Fraud Detection Has To Learn A New Normal
Traditional fraud engines look for human tells: typing cadence, mouse movement, browser fingerprints. An agent has none of those: it calls an API directly, and a naive system reads that as an attack. Two distinct mechanisms tend to get conflated here, and they fail for different reasons: rate-limiting and bot-detection (the WAF layer) block on volume and shape of traffic, while fraud scoring blocks on behavioural signals. Both need to learn that a legitimate agent is allowed to behave like a machine. The fix is cryptographic identity, each agent presenting a verifiable credential proving its origin and the financial backing of the request, paired with models trained to tell an authorised shopping agent apart from a credential-stuffing run. A whole tier of vendors now sits in exactly this space.

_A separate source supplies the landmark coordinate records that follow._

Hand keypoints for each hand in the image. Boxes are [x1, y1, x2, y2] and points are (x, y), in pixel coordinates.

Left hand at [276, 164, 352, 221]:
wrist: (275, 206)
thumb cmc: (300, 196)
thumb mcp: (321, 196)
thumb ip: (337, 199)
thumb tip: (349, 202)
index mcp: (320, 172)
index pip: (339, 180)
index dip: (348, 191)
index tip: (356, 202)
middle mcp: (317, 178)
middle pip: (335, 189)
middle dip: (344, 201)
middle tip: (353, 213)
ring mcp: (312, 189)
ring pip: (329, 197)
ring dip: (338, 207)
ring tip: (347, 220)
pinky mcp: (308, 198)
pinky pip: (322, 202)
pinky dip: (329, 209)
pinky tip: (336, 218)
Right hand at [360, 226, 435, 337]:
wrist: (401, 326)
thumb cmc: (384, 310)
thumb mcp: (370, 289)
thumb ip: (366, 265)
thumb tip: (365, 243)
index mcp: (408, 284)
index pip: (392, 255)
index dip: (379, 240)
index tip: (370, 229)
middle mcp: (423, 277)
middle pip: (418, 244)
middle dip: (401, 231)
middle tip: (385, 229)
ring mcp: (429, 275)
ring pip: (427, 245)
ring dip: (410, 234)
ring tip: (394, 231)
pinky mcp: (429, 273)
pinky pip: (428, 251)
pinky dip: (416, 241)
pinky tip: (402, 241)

A related point worth getting right: well-built agents do not hammer a price endpoint thousands of times a minute. That's the naive implementation, and designing for it as if it were inherent agent behaviour misreads the problem. The sustainable pattern is event-driven: servers push price and inventory changes to registered agents rather than agents polling for them. The engineering investment is in the messaging and streaming infrastructure that makes push viable at scale.
What This Means For Building
The transition to agentic commerce is a real shift in how digital systems transfer value, and the existing infrastructure does break under it. But the framing that matters in mid-2026 is not "someone needs to invent the standards." The standards exist, they're consolidating under bodies like the FIDO Alliance, and the card networks are live. The advantage now goes to whoever can operate this stack well: absorb the per-transaction overhead, build against specs that are still moving, keep protocol compliance cleanly separated from payment processing, and wire in identity and compliance without breaking the audit trail.
That is an engineering problem before it is anything else: data structure, cryptographic identity, scalable transaction models, and a great deal of unglamorous integration work across rails that don't yet agree on everything. The teams that get the backend right while the protocols settle will be the ones merchants and PSPs can actually depend on when the volume arrives.